Para Brakahage el sonido YA está, definitivamente, y desde el principio, en la imagen. Son los ritmos, que están vivos, que no necesitan ‘sonar’ tan obvia o explícitamente. Pero se sienten: de eso no hay duda.
No lo olvides: tú también estás hecho de vibraciones sutiles.
Son el origen de la música, la verdadera música profunda del mundo -la voz susurrante y vibrante de la materia, de cuanto nos rodea-. Es cuestión de mirar, de detenerse solo un poco, y escuchar.
¿Y qué escucho, en esta película de Brakhage, cuando la veo con ojos que incluyen oídos?

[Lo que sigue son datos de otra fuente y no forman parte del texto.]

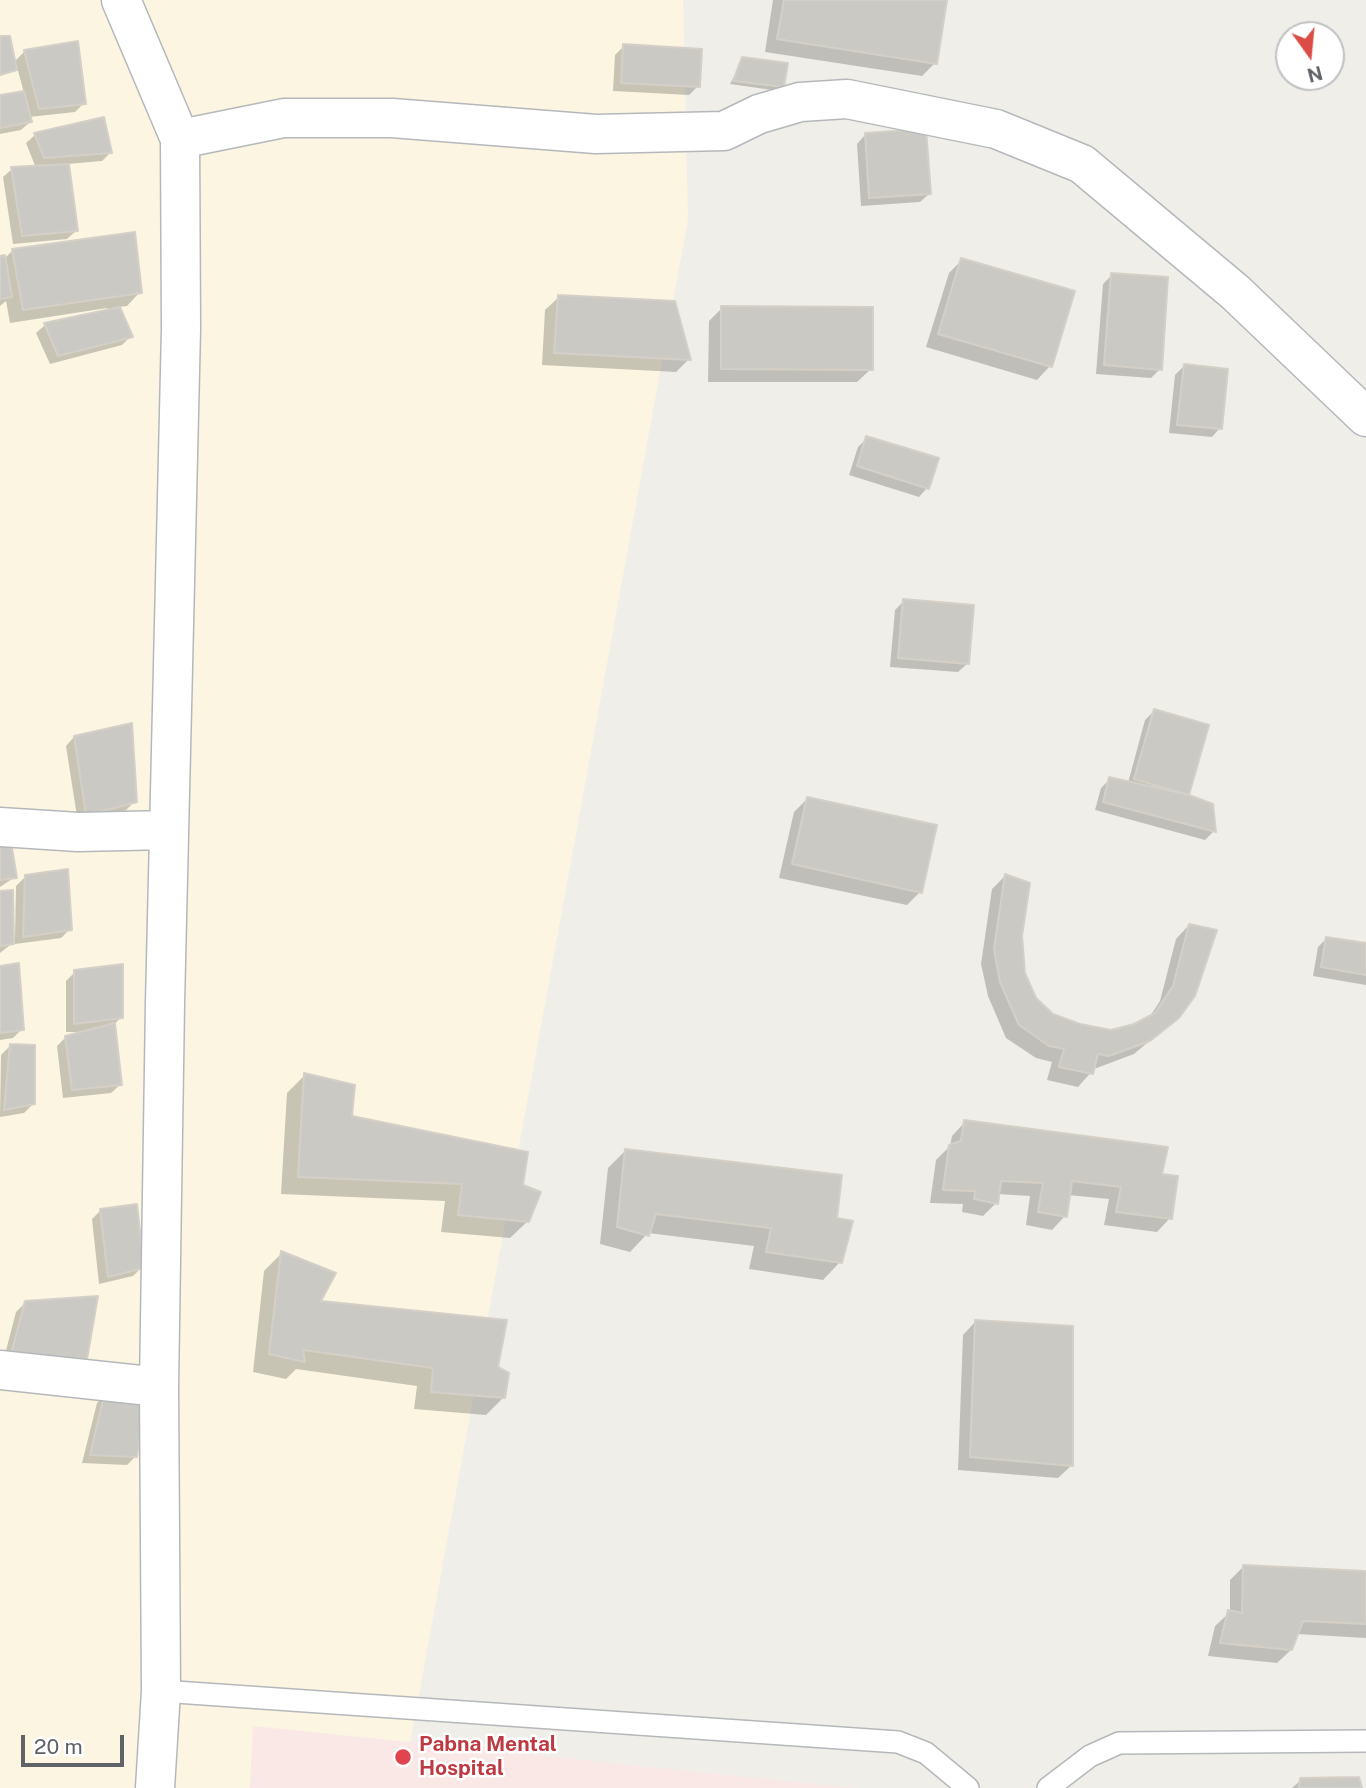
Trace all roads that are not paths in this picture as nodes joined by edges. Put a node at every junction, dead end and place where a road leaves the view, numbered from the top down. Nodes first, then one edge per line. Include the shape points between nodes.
1 (121, 0) edge
2 (180, 139) junction
3 (1366, 417) edge
4 (0, 827) edge
5 (169, 830) junction
6 (0, 1370) edge
7 (159, 1387) junction
8 (161, 1691) junction
9 (1366, 1741) edge
10 (155, 1788) edge
11 (968, 1788) edge
12 (1048, 1788) edge

1 - 2 street
2 - 3 street via 284,118 391,118 596,134 724,131 800,102 847,99 996,129 1083,164 1236,292
2 - 5 street via 181,329
4 - 5 street via 78,832
5 - 7 street
6 - 7 street
7 - 8 street
8 - 10 street
8 - 11 lane via 898,1742 926,1753
9 - 12 lane via 1119,1743 1090,1756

El silencio no impide que sea envuelto, abducido e impregnado por la belleza total succionada en cada detalle que capta el ojo libre y desprejuiciado de uno de los mayores nombres de la historia del cine en cualquier época y lugar.
La ciudad, tan usada y cotidiana, es el escenario de una soberana y bendita poesía y todo tipo de pequeñas magias que la cámara sigue como un niño a un pájaro o a una mariposa.

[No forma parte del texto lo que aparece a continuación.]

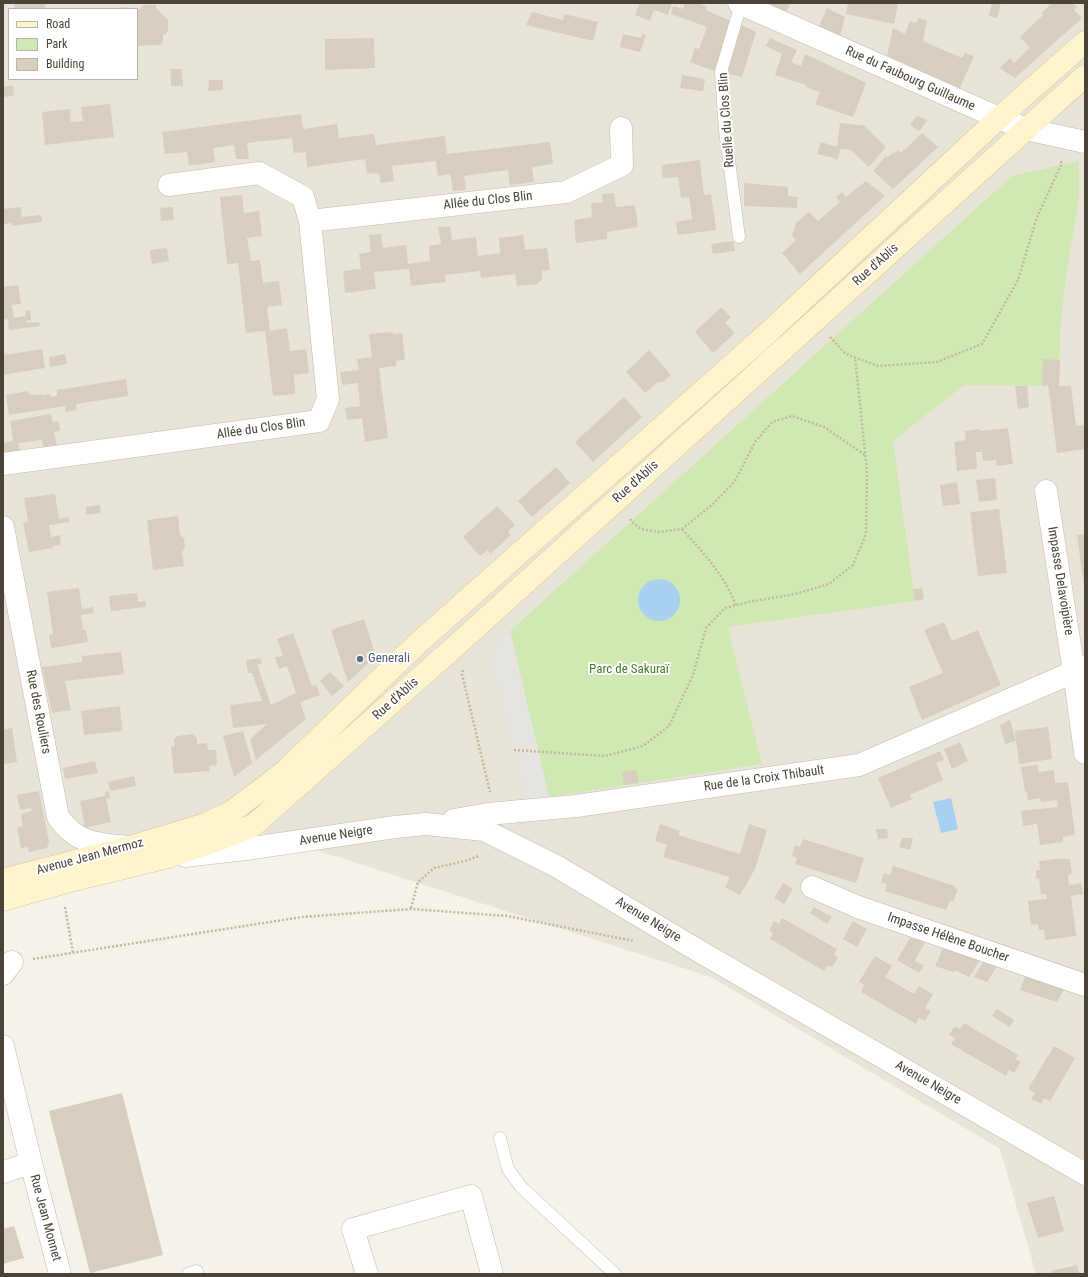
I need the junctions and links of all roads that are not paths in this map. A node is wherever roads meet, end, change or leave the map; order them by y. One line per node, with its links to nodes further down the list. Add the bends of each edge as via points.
1 (740, 4): 4 (street, Rue du Faubourg Guillaume); 10 (lane, Ruelle du Clos Blin, via 721,72 725,130)
2 (1085, 42): 4 (main road, Rue d'Ablis)
3 (1085, 76): 6 (main road, Rue d'Ablis)
4 (999, 118): 6 (street, Rue du Faubourg Guillaume); 16 (main road, Rue d'Ablis, via 758,341 417,644 286,770)
5 (621, 128): 9 (street, Allée du Clos Blin, via 622,165 566,192)
6 (1026, 129): 7 (street, Rue du Faubourg Guillaume); 18 (main road, Rue d'Ablis)
7 (1085, 142)
8 (169, 185): 9 (street, Allée du Clos Blin, via 259,173 303,197)
9 (310, 221): 11 (street, Allée du Clos Blin, via 328,399 319,421)
10 (739, 237)
11 (3, 464)
12 (1046, 491): 14 (street, Impasse Delavoipière)
13 (3, 527): 21 (street, Rue des Rouliers, via 58,817 66,829 81,839 103,845)
14 (1080, 669): 15 (street, Impasse Delavoipière); 17 (street, Rue de la Croix Thibault, via 858,765 576,806 488,814)
15 (1085, 752)
16 (231, 812): 18 (street); 19 (main road, Rue d'Ablis)
17 (426, 824): 20 (street, Avenue Neigre); 31 (street, Avenue Neigre, via 484,830 556,866)
18 (254, 825): 20 (street); 22 (main road, Rue d'Ablis)
19 (178, 833): 21 (main road, Avenue Jean Mermoz)
20 (288, 843): 22 (street, Avenue Neigre)
21 (130, 847): 23 (main road, Avenue Jean Mermoz)
22 (168, 857): 25 (main road, Avenue Jean Mermoz)
23 (3, 880)
24 (812, 886): 26 (street, Impasse Hélène Boucher, via 858,907)
25 (3, 900)
26 (1085, 984)
27 (3, 1046): 29 (street, Rue Jean Monnet)
28 (500, 1138): 35 (lane, via 508,1169 521,1187)
29 (31, 1163): 30 (street); 32 (street, Rue Jean Monnet)
30 (3, 1172)
31 (1085, 1174)
32 (60, 1274)
33 (367, 1274): 34 (street, via 353,1229 471,1196)
34 (492, 1274)
35 (615, 1274)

La ciudad denostada por fea y caótica, por inapropiada para la felicidad, resulta ser un espacio de armonía, un concierto de grados de luminosidades y escalas de sombras, de flagrante belleza plástica, con frecuencia ignorada.
Reflejos, colores, volúmenes, texturas, se suceden ante la cámara que las contempla o las acaricia. El espacio se construye de un modo especial, es como si la ciudad fuese un sueño o como si fuese mirada por un apacible pero atento soñador.
En The wonder ring la ciudad aparece limpia y pura, un juguete que se hace leve y amable en su consumado automatismo solitario.
Uno, así, puede embriagarse de claridades, penumbras y cientos de ventanas. Como rimas y figuras.
El tren, por último, define magníficamente el suave deslizamiento del sueño del tiempo.
Brakhage ofrece, en esta mini sinfonía de la ciudad, una delicadeza segundo a segundo exquisita.